Laporan ini juga menyebutkan, sebagian besar kematian dan kerusakan selama 50 tahun bencana cuaca berasal dari badai, banjir, dan kekeringan. Sebanyak 90 persen korban atau lebih dari 2 juta kematian terjadi di negara berkembang, sedangkan hampir 60 persen kerusakan ekonomi terjadi di negara-negara kaya.
Pada 1970-an, bencana terkait cuaca menelan biaya sekitar 175 juta dollar AS per tahun secara global, jika disesuaikan dengan nilai dollar pada 2019. Nilai kerugian itu meningkat menjadi 1,38 miliar dollar AS per tahun pada tahun 2010-an.

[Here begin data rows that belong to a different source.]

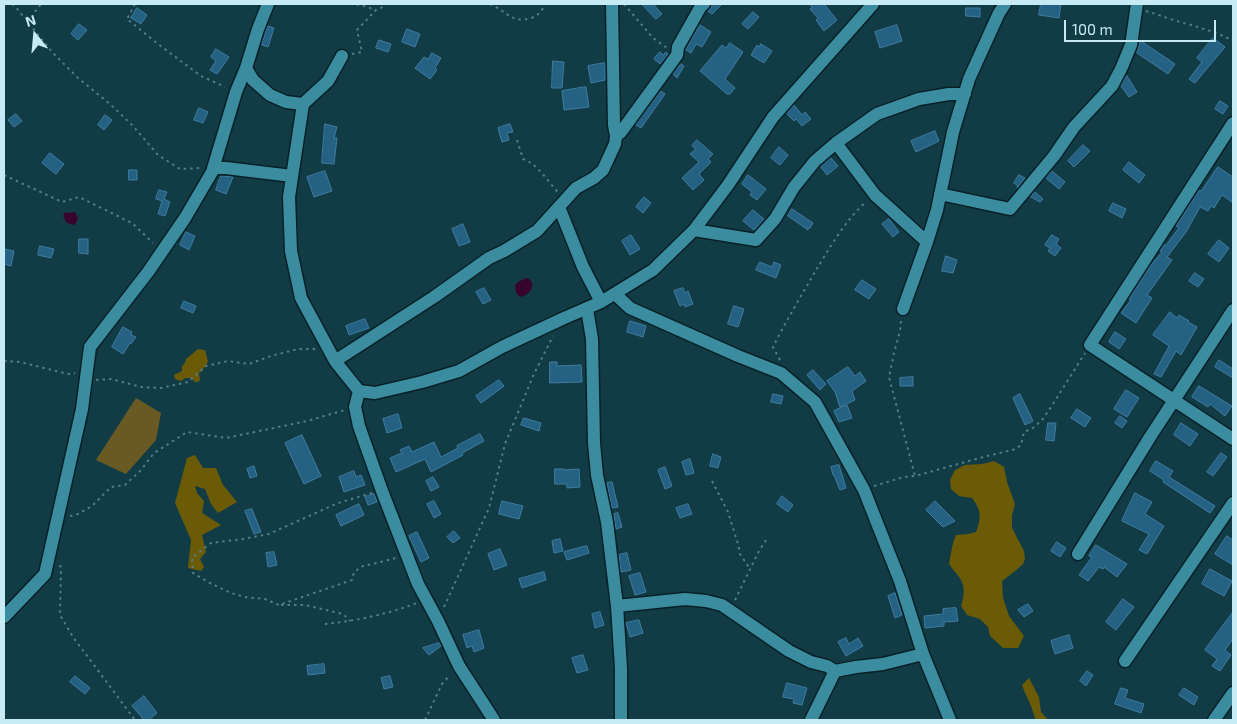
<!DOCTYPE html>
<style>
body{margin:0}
#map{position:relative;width:1237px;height:724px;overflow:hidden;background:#113c46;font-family:"Exo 2",sans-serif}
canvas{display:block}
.frame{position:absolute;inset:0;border:5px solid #c6ebf5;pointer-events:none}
.north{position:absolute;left:10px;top:10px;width:50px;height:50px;-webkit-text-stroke:4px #113c46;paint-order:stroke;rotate:343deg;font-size:14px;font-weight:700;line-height:20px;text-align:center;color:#c6ebf5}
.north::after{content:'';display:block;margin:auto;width:18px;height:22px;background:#c6ebf5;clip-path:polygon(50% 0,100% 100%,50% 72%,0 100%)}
.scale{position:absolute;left:1064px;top:20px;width:152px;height:22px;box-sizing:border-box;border:2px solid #c6ebf5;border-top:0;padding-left:6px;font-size:15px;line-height:18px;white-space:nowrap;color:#c6ebf5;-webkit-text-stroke:4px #113c46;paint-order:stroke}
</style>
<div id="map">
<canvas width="1237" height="724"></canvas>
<div class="frame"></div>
<div class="north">N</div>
<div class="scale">100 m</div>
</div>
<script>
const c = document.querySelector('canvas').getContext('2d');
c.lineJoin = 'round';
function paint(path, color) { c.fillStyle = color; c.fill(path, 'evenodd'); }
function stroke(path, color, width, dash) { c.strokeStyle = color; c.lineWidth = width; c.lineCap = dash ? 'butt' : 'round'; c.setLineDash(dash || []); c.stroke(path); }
paint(new Path2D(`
 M136,398L161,413L156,440L126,474L96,460Z`), '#685a22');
paint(new Path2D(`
 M198,349L205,350L208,361L206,366L199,373L200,380L198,382H195L191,378H185L181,381L175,379L174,375L182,371V366L185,363L186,359Z
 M195,455L203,468H216L223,485L237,502L218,513L211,504L205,489L195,486L197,493L204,501L202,513L221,525L202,535L206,552L200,559L204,567L201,571L188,568L191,540L175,503L187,458Z
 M994,461L1004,467L1007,482L1015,504L1012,515V528L1024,551L1025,559L1023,564L1015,571L1002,581L1003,598L1009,616L1024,636L1018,648H1003L990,636L988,627L980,619L967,615L961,606C964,596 966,586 959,577C956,572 953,570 949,564C951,554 952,544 956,535L968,534L976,532C982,517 981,510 972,498L959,496L951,489L950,480L955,470L965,465L982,464Z
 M1029,678L1039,697L1041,712L1048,720H1036C1033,715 1033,709 1030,704C1028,698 1024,692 1022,685Z`), '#6c5b06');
paint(new Path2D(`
 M65,212L69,213L75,212L78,218L75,225L67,223L63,216Z
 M526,278H528C538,286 529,295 520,297L516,293L515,285C516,283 523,279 526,278Z`), '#37042f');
const building = new Path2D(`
 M642,4H653L662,14L656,19Z
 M712,4H722L712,14L708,11L711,8Z
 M810,4H824L837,20L824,31L816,20L818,18L810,9L812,8Z
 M1041,4H1061L1059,18L1039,15Z
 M137,8L147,15L141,24L131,18Z
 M966,8H980V17L966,16Z
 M753,12L759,17L748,29L742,24Z
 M79,24L87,30L78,40L71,34Z
 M700,25L711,32L702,47L696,44L691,53L686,50Z
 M897,25L902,41L880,48L875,32Z
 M268,26L274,28L268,47L262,45Z
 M407,29L420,34L415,47L402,42Z
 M1213,38L1225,47L1195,83L1189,79L1202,62L1197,58Z
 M379,40L391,44L388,52L376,48Z
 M1141,41L1175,64L1168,74L1137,53Z
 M730,43L743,52L725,79L735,88L730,94H727L700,71L722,45L726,48Z
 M761,44L772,51L764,63L751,55L757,45L759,47Z
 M216,49L229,57L217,74L210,70L216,61L211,57Z
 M660,52L663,55L666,52L668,54L660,64L654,59Z
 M432,53L441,58L435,68L437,70L430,79L415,68L424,57L428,59Z
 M553,61L564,62L562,88H552Z
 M605,63V80L591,83L588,66Z
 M681,64L684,66L677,78L673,74Z
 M1127,76L1137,92L1129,97L1121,86Z
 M586,87L589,107L564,110L562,91Z
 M661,91L665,94L641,128L636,125Z
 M1220,101L1228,106L1223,114L1215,109Z
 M794,105L802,115L805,112L811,119L802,126L796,119L794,121L787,114Z
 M199,108L208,112L203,123L194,120Z
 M16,114L22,121L14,127L8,120Z
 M105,115L112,120L104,130L98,125Z
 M325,124L337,127L334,138H337L334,164L322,163Z
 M510,124L513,132L507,133L509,140L502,142L498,128Z
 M935,131L939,141L916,152L911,141Z
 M697,140L713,154L708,159L711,162L699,174L704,180L693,190L682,178L699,162L690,154L696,149L692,146Z
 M1083,145L1090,151L1074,167L1068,161Z
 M779,147L788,155L780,165L771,158Z
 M50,153L64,164L56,174L42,163Z
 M831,158L838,166L827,175L821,167Z
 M1129,162L1145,175L1139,183L1123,170Z
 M1218,167L1233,177V203L1222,195L1214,208L1211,206L1208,211L1200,207L1186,232L1167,257L1172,260L1147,295L1152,298L1136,323L1121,313L1131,300L1129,299L1150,266L1162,252L1160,251L1164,245H1166L1179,228L1176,226L1199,190L1201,191Z
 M129,170H137V180H129Z
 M325,171L332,191L314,197L307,177Z
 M1052,171L1065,182L1059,189L1046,178Z
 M748,175L766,189L757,200L750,195L752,192L742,184Z
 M1019,175L1025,178L1017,188L1018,186L1014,183Z
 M221,176L233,177L226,194L216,190Z
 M159,190L167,192L164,199L170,202L165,216L158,214L162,201L156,199Z
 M1035,192L1043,199L1040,202L1031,197Z
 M644,197L651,203L643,213L636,207Z
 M1113,203L1126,209L1122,218L1109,211Z
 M792,209L813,223L810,228H808V230L788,216Z
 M753,210L764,219L754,230L743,221Z
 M889,219L899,232L893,237L882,224Z
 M463,224L470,242L459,246L452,229Z
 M186,232L195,236L189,250L180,245Z
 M631,235L640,249L630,255L622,241Z
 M1052,235L1059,239L1056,244L1061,248L1055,256L1048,251L1050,248L1045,245Z
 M79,239H88V254L79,253Z
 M1219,240L1229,248L1219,262L1208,254Z
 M40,246L54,249L51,258L38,255Z
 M4,249L14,251L11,266L4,264Z
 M946,256L957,260L953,273L942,271Z
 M760,262L772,267L774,262L781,265L776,278L756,270Z
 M1195,273L1204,279L1198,287L1189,281Z
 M862,280L876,289L869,299L855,290Z
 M484,288L491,300L483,304L476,292Z
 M683,288L685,293L688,291L693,304L685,307L684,304L680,306L674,291Z
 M184,301L196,306L193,313L181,308Z
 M734,306L744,309L738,327L728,324Z
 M1170,312L1177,318L1179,315L1189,321L1188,322L1197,327L1181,355L1176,351L1161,377L1154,374L1169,346L1153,335Z
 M365,319L369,328L349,335L346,326Z
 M630,321L646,326L643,337L627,332Z
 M123,327L132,332L131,335L136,337L131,344L130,343L123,354L112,347Z
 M1115,332L1126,339L1119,349L1109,342Z
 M1219,360L1233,369V378L1215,367Z
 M550,362H557V366L581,365L582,382L550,383Z
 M848,367L855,376L860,372L866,381L852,391L855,400L840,407L835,392L827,381Z
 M813,370L826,384L820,390L807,375Z
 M913,377V386H900V378Z
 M499,380L504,386L481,403L476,396Z
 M1199,386L1232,406L1225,416L1210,404L1208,407L1192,397Z
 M1126,390L1139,398L1127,417L1114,409Z
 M773,394L783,396L781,404L771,402Z
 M1020,394L1033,421L1025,425L1013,398Z
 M847,405L852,418L839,422L834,411Z
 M1077,409L1091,418L1085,427L1071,418Z
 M398,414L402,428L387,433L383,419Z
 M1120,416L1127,421L1122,428L1115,423Z
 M524,418L541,423L539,431L521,425Z
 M1048,423H1056L1054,441L1046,440Z
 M1181,423L1198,434L1190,446L1174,435Z
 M480,434L484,441L462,453L463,455L431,472L425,459L396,472L390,458L402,453L400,450L409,446L412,452L434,442L441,457L458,448L457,446Z
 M302,435L321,476L304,484L285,443Z
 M1221,453L1227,457L1213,476L1207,472Z
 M713,454L721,457L718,468L710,466Z
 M690,459L694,473L686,475L682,462Z
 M1156,461L1173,471L1169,477L1215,506L1210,513L1163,482L1164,480L1150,471Z
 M839,465L846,488L840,490L834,475H833L831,467Z
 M254,466L257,476L250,478L247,469Z
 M665,467L672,486L665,489L658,470Z
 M555,469H564V470L579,469L580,487L567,488V484H555Z
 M354,471L356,477L361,475L365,485L344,492L339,477Z
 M433,477L439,487L431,491L426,481Z
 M612,482L618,507L612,508L607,483Z
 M1135,493L1152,502L1145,514L1164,526L1147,554L1139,550L1149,534L1122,521Z
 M374,494L377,502L368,505L365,497Z
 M782,496L793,505L788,512L777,504Z
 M434,501L441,514L434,518L427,504Z
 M502,501L523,506L519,519L499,514Z
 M935,501L955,521L943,527L926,510Z
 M359,504L364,515L341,526L336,515Z
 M688,504L692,514L680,518L676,508Z
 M252,509L261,532L254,534L245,511Z
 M618,513L622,527L616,529L614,514Z
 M454,531L460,538L453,543L447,537Z
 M417,532L429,558L421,562L409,536Z
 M1227,536L1233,540V565L1215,554Z
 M560,539L563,551L554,553L552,541Z
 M1057,542L1066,548L1060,557L1051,551Z
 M1096,545L1127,564L1117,577L1104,567L1103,569L1099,567L1088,581L1079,575L1092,557L1089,556Z
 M587,546L589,553L567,560L564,552Z
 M500,549L507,565L494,570L488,554Z
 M274,552L277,565L268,567L266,553Z
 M627,553L631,570L621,572L619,555Z
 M1210,569L1232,581L1224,596L1202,584Z
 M544,572L546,580L522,588L519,579Z
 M640,573L646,592L635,595L629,576Z
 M895,593L902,615L895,618L888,596Z
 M1123,599L1134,607L1116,630L1106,622Z
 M1028,604L1033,611L1024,617L1018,610Z
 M956,608L958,621L944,622V626L925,628L924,616L943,614V609Z
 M600,612L604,625L595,628L592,614Z
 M1233,612V639L1225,650L1231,655L1220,671L1212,666L1217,659L1205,650Z
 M639,620L643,633L630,637L626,623Z
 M479,630L484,648L474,652L472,646L467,648L463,635Z
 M1069,635L1073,648L1055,654L1051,641Z
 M846,638L849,644L858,638L863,646L846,656L838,642Z
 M439,643L441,646L429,655L423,648Z
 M583,655L588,670L577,673L572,658Z
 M324,664L325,673L308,675L307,666Z
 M1087,671L1093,675L1086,686L1080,681Z
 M75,676L90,688L85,694L70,682Z
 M390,676L393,687L384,689L381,678Z
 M787,683L807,688L802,705L793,703L794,699L783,697Z
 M1121,688L1128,690L1125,698L1144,704L1141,713L1115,704Z
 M1184,688L1198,697L1194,705L1179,695Z
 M144,696L157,713L149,720H144L132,706Z`);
paint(building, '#246182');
stroke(building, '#407c9f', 1);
const minor = new Path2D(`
 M612,4L614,125L616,136L621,132L677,55L678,47L701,6L704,4
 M342,56L328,81L303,104L289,197L291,251L301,298L335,361L359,391L375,393L422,382L459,371L502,347L562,319L601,302L653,270L694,230L728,185L773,117L873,4
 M246,68L253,80L270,95L286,102L303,104
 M1233,123L1090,345L1233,439
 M836,143L875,195L927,242
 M214,168H226L292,176
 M940,194L1010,209L1054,156L1074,127L1112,86L1121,69L1131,45L1137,4
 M559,207L583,267L601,302
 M694,230L756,240L775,219L794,187L815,161L836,143L877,114L919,99L949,94H965
 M615,294L630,308L738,356L781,373L815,402L864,490L900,581L923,654L950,720
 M587,309L592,339L594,443L597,475L607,522L617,606L621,668V720
 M903,309L927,242L937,210L953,132L969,79L999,13L1005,4
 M335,361L434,297L489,258L504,251L537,231L576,188L594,178L603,170L615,144L616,136
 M359,391L355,407L359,426L382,491L418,584L438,621L459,666L494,720
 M1078,554L1150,437L1233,310
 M617,606L685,599L706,601L722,605L789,651L811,662L827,666L835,671L856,667L883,664L923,654
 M4,617L45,574L82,409L90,347L148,272L185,218L212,172L236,92L246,68L258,29L268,4
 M1125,661L1233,503
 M811,720L835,671
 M1214,720L1233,693`);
stroke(minor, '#082127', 15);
stroke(new Path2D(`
 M12,4L15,6L52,52L78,78L110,104L133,126L158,155L180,169L201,168
 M135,4L127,19L158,44L201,76L225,87
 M350,4L361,5L376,10
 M490,4C507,11 511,24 531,18C538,16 543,10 545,4
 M624,4L653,38L667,48
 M1146,11C1160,15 1174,21 1188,24C1204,29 1219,33 1233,41
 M27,22L41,4
 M352,54L362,52L357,30L376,10L385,6L386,4
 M517,140L523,159C538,164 547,181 558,192
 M4,175L62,202L79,197L132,223L153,243
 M901,321L900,331L894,353L889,377L915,476
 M780,360L773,347C786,321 801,296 815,272C828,250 846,219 866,202
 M4,361L20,362L68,374L75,373
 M96,380L111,379L141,387L161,388L188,382L206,366L228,361L249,364L271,356L298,349H315
 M712,481L728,512L738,544L740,554L750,569
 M874,486L904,477L915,476L987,456L1016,449L1021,445L1024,432L1033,428L1042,420L1051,407L1085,353
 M372,493L338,503L269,534L243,539L211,543L192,558L193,573L210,583L231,593L245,597L265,599L279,605L352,580L354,572L363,566L373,564L396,558
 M70,516L78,514L92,506L111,487L125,485L141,470L154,453L187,432L226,438L307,421L345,410
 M60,565L61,568L60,615L73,637L135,720
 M735,600L759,551L768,537
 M281,605H305L343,614L350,621
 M444,607L489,508L505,444L534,374L553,336
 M325,624C355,621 388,614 417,603
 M425,720L442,684L450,675`), '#537c86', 2, [2.5, 4]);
stroke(minor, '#3c8c9f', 12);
</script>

”Sistem peringatan dini dan kesiapsiagaan cuaca menyebabkan jumlah korban berkurang sekalipun frekuensi bencana meningkat. Indonesia harus memperkuat sistem peringatan dini karena tren bencana akan meningkat. Tetapi, paling penting, masyarakat dan pemerintah daerah harus menggunakannya sebagai acuan tindakan,” kata Siswanto.
Peningkatan bencana hidrometeorologis telah terjadi di Indonesia. Data Pusat Pengendalian Operasi Badan Nasional Penanggulangan Bencana (BNPB) mencatat, selama September 2021 terdapat 157 kejadian bencana di seluruh Indonesia. Sebanyak 87 persen di antaranya bencana hidrometeorologis basah, seperti banjir, tanah longsor, puting beliung, dan gelombang pasang. Sisanya berupa kekeringan dan kebakaran hutan serta lahan.
Dari sejumlah kejadian ini terdapat 11 orang meninggal, 20 orang luka-luka, 5 orang hilang, dan 245.839 pengungsi. Sebanyak 82 persen korban jiwa disebabkan banjir. Selain korban jiwa, 736 rumah rusak yang terbagi menjadi 155 rumah rusak berat, 70 rumah rusak sedang, dan 511 rumah rusak ringan. Selain itu, kerusakan juga menimpa 9 fasilitas pendidikan, 6 fasilitas peribadatan, dan 14 jembatan.
Memasuki Oktober 2021, frekuensi bencana meningkat dengan 228 kejadian. Bencana hidrometeorologis mendominasi sebanyak 98,7 persen dan sisanya 1,3 persen bencana geologis. Bencana hidrometeorologis yang dominan adalah banjir, angin kencang, serta tanah longsor dan sisanya kejadian hidrometeorologis kering, seperti kebakaran hutan dan lahan serta kekeringan.
Akibat kejadian bencana ini, 26 jiwa melayang, 130 orang luka-luka, dan 413.224 jiwa mengungsi. Sebanyak 62 persen korban meninggal disebabkan tanah longsor dan 65 persen korban luka-luka diakibatkan bencana gempa bumi.
Selain korban jiwa, ada kerusakan rumah dan beberapa fasilitas umum. Sebanyak 4.223 rumah rusak dengan klasifikasi 892 rumah rusak berat, 550 rumah rusak sedang, dan 2.781 rumah rusak ringan. Selain itu, untuk kerusakan fasilitas umum di antaranya 52 unit fasilitas pendidikan, 557 unit fasilitas peribadatan, 1 unit fasilitas Kesehatan, 5 unit fasilitas perkantoran, dan 16 unit jembatan.
Memasuki November 2021, frekuensi bencana terlihat semakin meningkat. Banjir bandang melanda sejumlah daerah, dengan yang terbaru terjadi di Kota Batu dan Kabupaten Malang, Jawa Timur, Kamis (4/11/2021).